[Stored items]

-=-=-=-=-

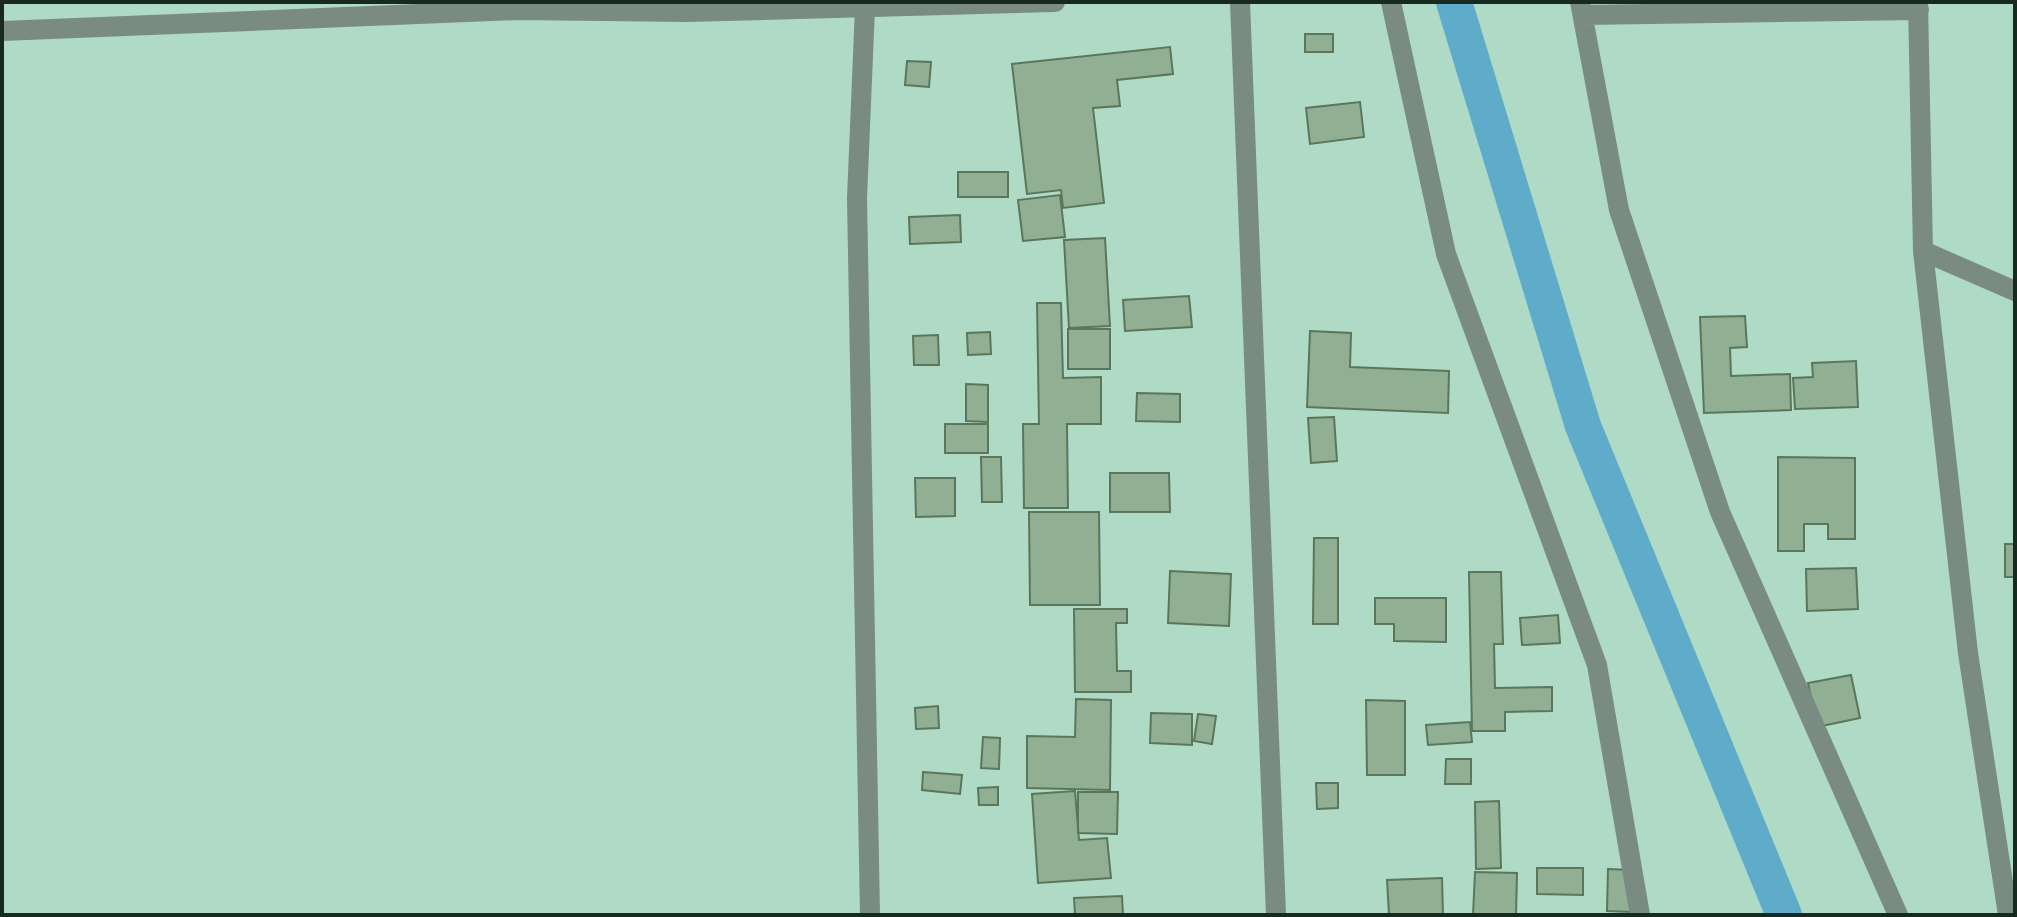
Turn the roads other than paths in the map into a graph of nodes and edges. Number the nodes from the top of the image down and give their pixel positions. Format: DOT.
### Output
graph roads {
  1 [pos="1055,2"];
  2 [pos="1240,2"];
  3 [pos="1391,2"];
  4 [pos="517,6"];
  5 [pos="1918,6"];
  6 [pos="865,8"];
  7 [pos="1582,9"];
  8 [pos="2,31"];
  9 [pos="1923,251"];
  10 [pos="2015,291"];
  11 [pos="870,915"];
  12 [pos="1276,915"];
  13 [pos="1640,915"];
  14 [pos="1898,915"];
  15 [pos="2008,915"];
  1 -- 6 [label="street"];
  2 -- 12 [label="street"];
  3 -- 13 [label="street"];
  4 -- 6 [label="street"];
  4 -- 8 [label="street"];
  5 -- 7 [label="street"];
  5 -- 9 [label="street"];
  6 -- 11 [label="street"];
  7 -- 14 [label="street"];
  9 -- 10 [label="street"];
  9 -- 15 [label="street"];
}
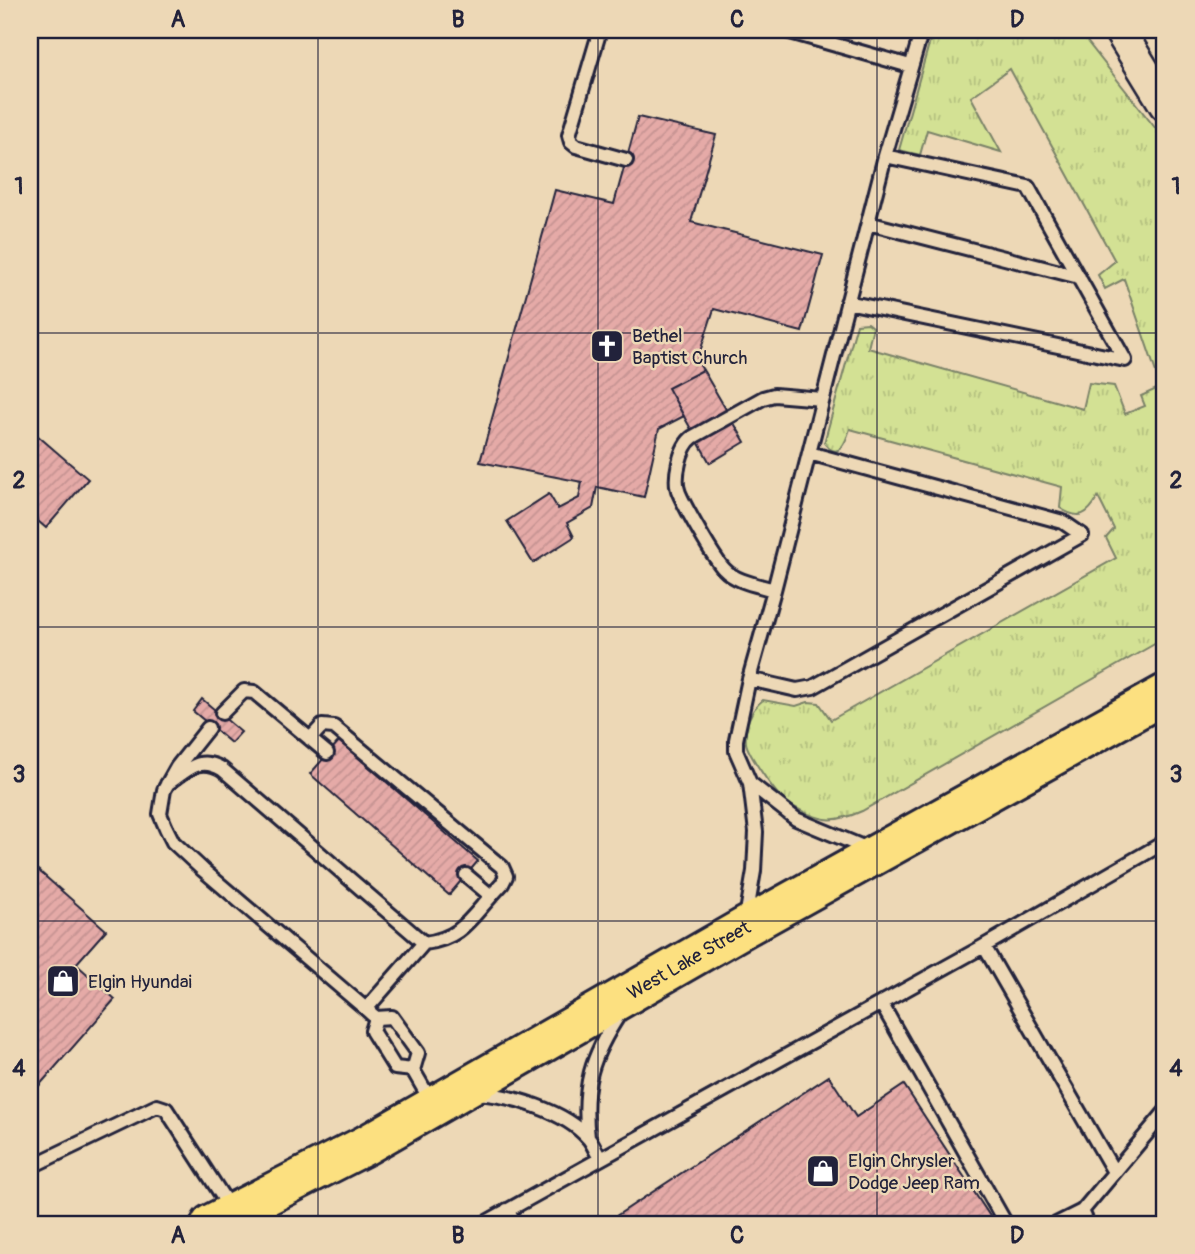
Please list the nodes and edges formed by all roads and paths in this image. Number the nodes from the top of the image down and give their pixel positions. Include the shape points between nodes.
1 (600, 30) edge
2 (783, 30) edge
3 (922, 30) edge
4 (1119, 30) edge
5 (910, 66) junction
6 (1165, 105) edge
7 (884, 156) junction
8 (626, 160) dead end
9 (868, 223) junction
10 (1079, 277) junction
11 (847, 302) junction
12 (822, 399) junction
13 (809, 453) junction
14 (774, 590) junction
15 (749, 679) junction
16 (1165, 694) edge
17 (222, 713) dead end
18 (208, 728) dead end
19 (310, 739) junction
20 (327, 753) dead end
21 (750, 783) junction
22 (167, 785) junction
23 (1165, 842) edge
24 (878, 854) junction
25 (466, 875) dead end
26 (491, 896) junction
27 (745, 927) junction
28 (424, 943) junction
29 (984, 946) junction
30 (635, 990) junction
31 (881, 1003) junction
32 (371, 1014) junction
33 (413, 1070) junction
34 (446, 1099) junction
35 (1165, 1112) edge
36 (588, 1138) junction
37 (600, 1158) junction
38 (30, 1167) edge
39 (1114, 1172) junction
40 (506, 1210) junction
41 (1082, 1211) junction
42 (223, 1219) edge
43 (483, 1224) edge
44 (515, 1224) edge
45 (1006, 1224) edge
46 (1056, 1224) edge
47 (1088, 1224) edge

1 - 8 lane via 569,135 576,146
2 - 5 lane
3 - 5 lane
4 - 6 street
5 - 7 lane
7 - 9 lane
7 - 10 lane via 1028,187
9 - 10 lane
9 - 11 lane
10 - 11 lane via 1125,360
11 - 12 lane
12 - 13 lane
12 - 14 lane via 763,398 693,437 684,447 678,491 716,558 732,576
13 - 14 lane
13 - 15 lane via 1063,522 1082,535 813,687 797,690
14 - 15 lane
15 - 21 lane via 736,751
16 - 24 highway, West Lake Street
17 - 19 lane via 244,691 254,692
18 - 22 lane
19 - 20 lane
19 - 26 lane via 323,726 334,727 502,867 506,876
21 - 24 lane via 796,819
21 - 27 lane via 756,845
22 - 28 lane via 193,766 208,763 222,769
22 - 32 lane via 160,814 173,842
23 - 29 lane
24 - 27 highway, West Lake Street
25 - 26 lane
26 - 28 lane via 454,935
27 - 30 highway, West Lake Street
28 - 32 lane
29 - 31 lane
29 - 39 lane
30 - 34 highway, West Lake Street
30 - 36 lane via 592,1062 586,1087
31 - 37 lane
31 - 45 lane
32 - 33 lane via 372,1031 395,1068
32 - 33 lane via 392,1017 418,1053
33 - 34 lane
34 - 36 lane via 489,1094 542,1108
34 - 42 highway, West Lake Street
35 - 39 lane
36 - 37 lane
37 - 40 lane
38 - 42 lane via 157,1106 166,1109
39 - 41 lane
40 - 43 lane
40 - 44 lane
41 - 46 lane
41 - 47 lane

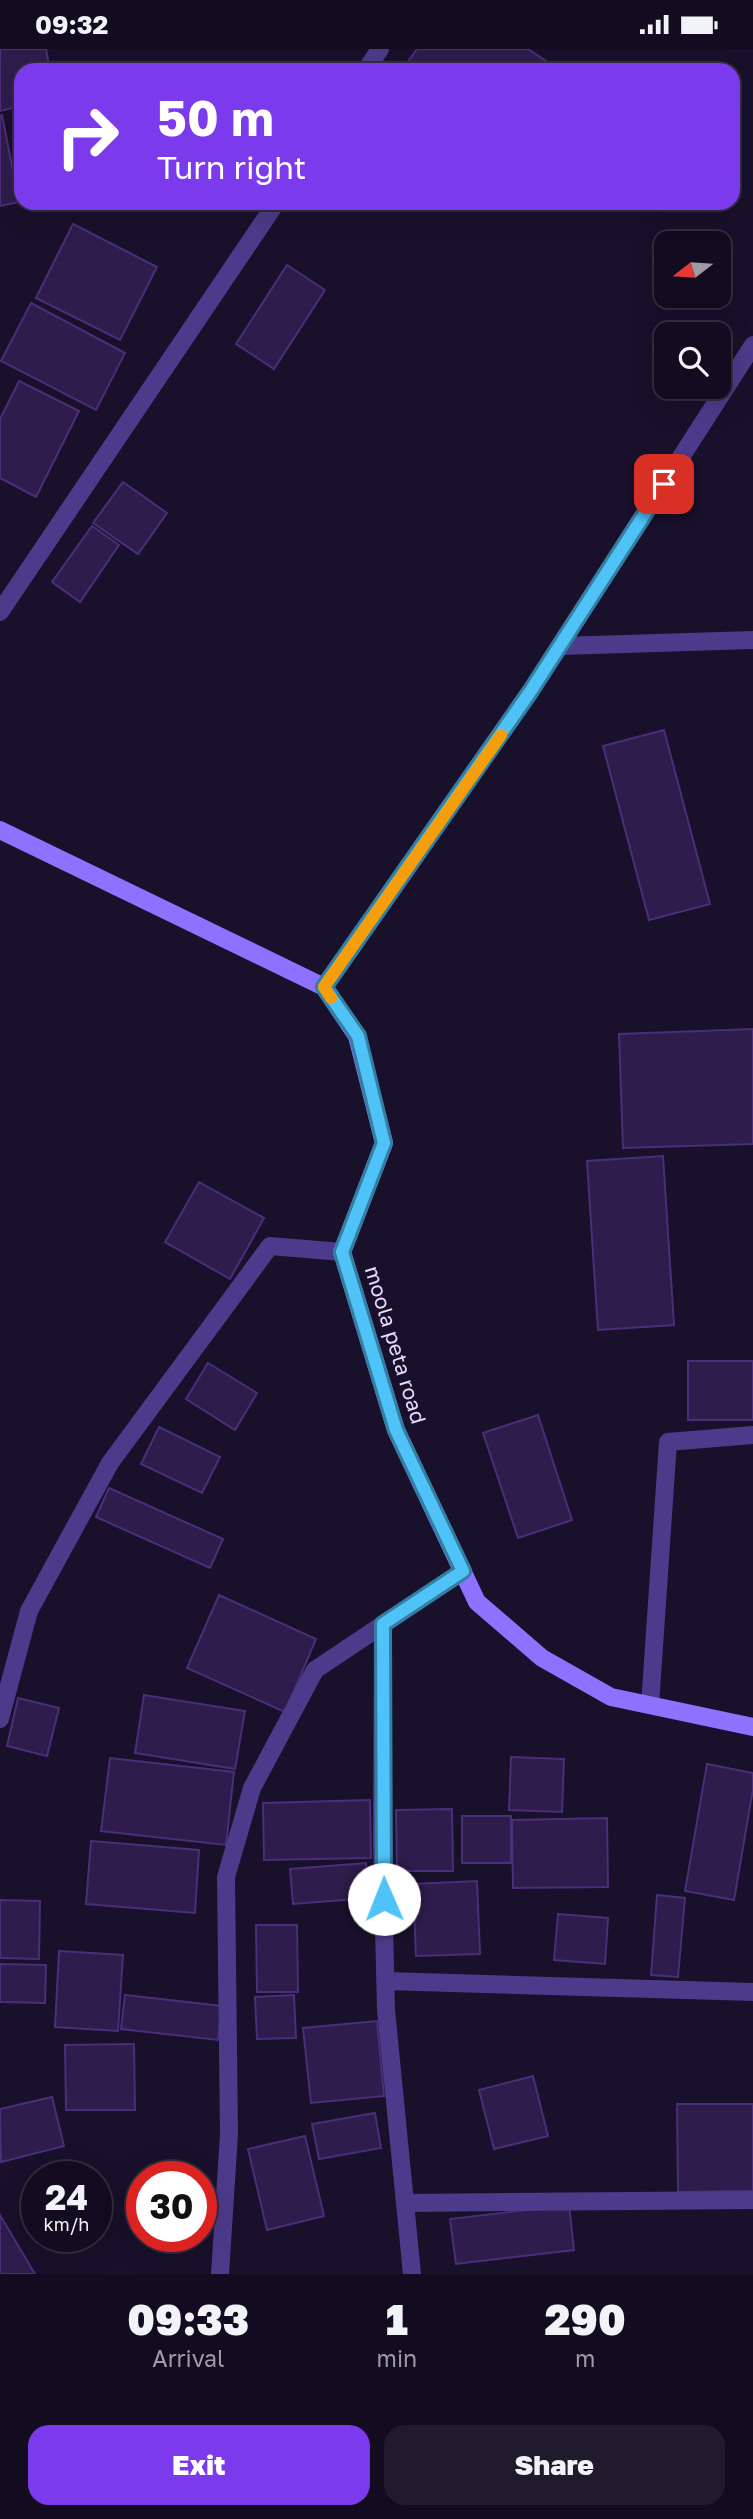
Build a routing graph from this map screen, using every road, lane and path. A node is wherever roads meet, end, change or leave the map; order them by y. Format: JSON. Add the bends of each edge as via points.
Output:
{"nodes":[{"id":1,"x":271,"y":210,"type":"edge"},
{"id":2,"x":753,"y":345,"type":"edge"},
{"id":3,"x":0,"y":612,"type":"edge"},
{"id":4,"x":753,"y":640,"type":"edge"},
{"id":5,"x":560,"y":646,"type":"junction"},
{"id":6,"x":0,"y":830,"type":"edge"},
{"id":7,"x":324,"y":987,"type":"junction"},
{"id":8,"x":342,"y":1252,"type":"junction"},
{"id":9,"x":753,"y":1435,"type":"edge"},
{"id":10,"x":463,"y":1571,"type":"junction"},
{"id":11,"x":383,"y":1624,"type":"junction"},
{"id":12,"x":650,"y":1706,"type":"junction"},
{"id":13,"x":0,"y":1719,"type":"edge"},
{"id":14,"x":753,"y":1727,"type":"edge"},
{"id":15,"x":386,"y":1982,"type":"junction"},
{"id":16,"x":753,"y":1992,"type":"edge"},
{"id":17,"x":753,"y":2200,"type":"edge"},
{"id":18,"x":405,"y":2203,"type":"junction"},
{"id":19,"x":220,"y":2274,"type":"edge"},
{"id":20,"x":412,"y":2274,"type":"edge"}],
"edges":[{"from":1,"to":3,"type":"street"},
{"from":2,"to":5,"type":"street"},
{"from":4,"to":5,"type":"street"},
{"from":5,"to":7,"type":"street"},
{"from":6,"to":7,"type":"street","name":"moola peta road"},
{"from":7,"to":8,"type":"street","name":"moola peta road","via":[[358,1036],[384,1143]]},
{"from":8,"to":10,"type":"street","name":"moola peta road","via":[[396,1430]]},
{"from":8,"to":13,"type":"street","via":[[270,1246],[150,1408],[110,1463],[29,1611]]},
{"from":9,"to":12,"type":"street","via":[[668,1442]]},
{"from":10,"to":11,"type":"street"},
{"from":10,"to":12,"type":"street","name":"moola peta road","via":[[477,1602],[542,1658],[611,1697]]},
{"from":11,"to":15,"type":"street"},
{"from":11,"to":19,"type":"street","via":[[316,1669],[252,1788],[226,1877],[229,2134]]},
{"from":12,"to":14,"type":"street","name":"moola peta road"},
{"from":15,"to":16,"type":"street"},
{"from":15,"to":18,"type":"street"},
{"from":17,"to":18,"type":"street"},
{"from":18,"to":20,"type":"street"}]}
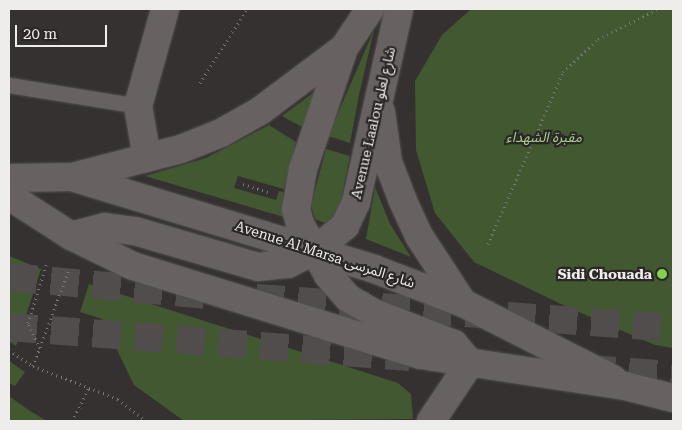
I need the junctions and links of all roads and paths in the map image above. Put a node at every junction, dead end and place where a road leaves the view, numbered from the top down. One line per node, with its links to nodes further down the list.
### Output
1 (165, 9): 10 (street)
2 (247, 9): 7 (path)
3 (370, 9): 6 (street)
4 (399, 9): 9 (street, Avenue Laalou شارع لعلو)
5 (658, 9): 18 (path)
6 (344, 48): 11 (street); 19 (street)
7 (200, 83)
8 (9, 85): 10 (lane)
9 (379, 98): 19 (street, Avenue Laalou شارع لعلو); 22 (street)
10 (138, 106): 11 (street)
11 (147, 158): 12 (street)
12 (72, 177): 13 (street, Avenue Al Marsa شارع المرسى); 19 (street, Avenue Al Marsa شارع المرسى)
13 (9, 178)
14 (243, 184): 15 (path)
15 (268, 193)
16 (9, 196): 17 (street, Avenue Al Marsa شارع المرسى)
17 (71, 236): 19 (street, Avenue Laalou شارع لعلو); 25 (street, Avenue Al Marsa شارع المرسى)
18 (488, 244)
19 (314, 251): 22 (street, Avenue Al Marsa شارع المرسى); 25 (street)
20 (47, 262): 23 (path)
21 (69, 269): 23 (path)
22 (463, 303): 28 (street, Avenue Al Marsa شارع المرسى)
23 (40, 348): 26 (path)
24 (9, 350): 26 (path)
25 (470, 363): 28 (street, Avenue Al Marsa شارع المرسى); 32 (street)
26 (33, 366): 27 (path)
27 (90, 386): 30 (path); 31 (path)
28 (625, 386): 29 (street, Avenue Al Marsa شارع المرسى)
29 (673, 398)
30 (72, 421)
31 (146, 421)
32 (431, 421)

-=-=-=-=-

# Task requirements:
Return only the number of lines in the preceding records that contain the string "this".

# Answer to the exercise:
2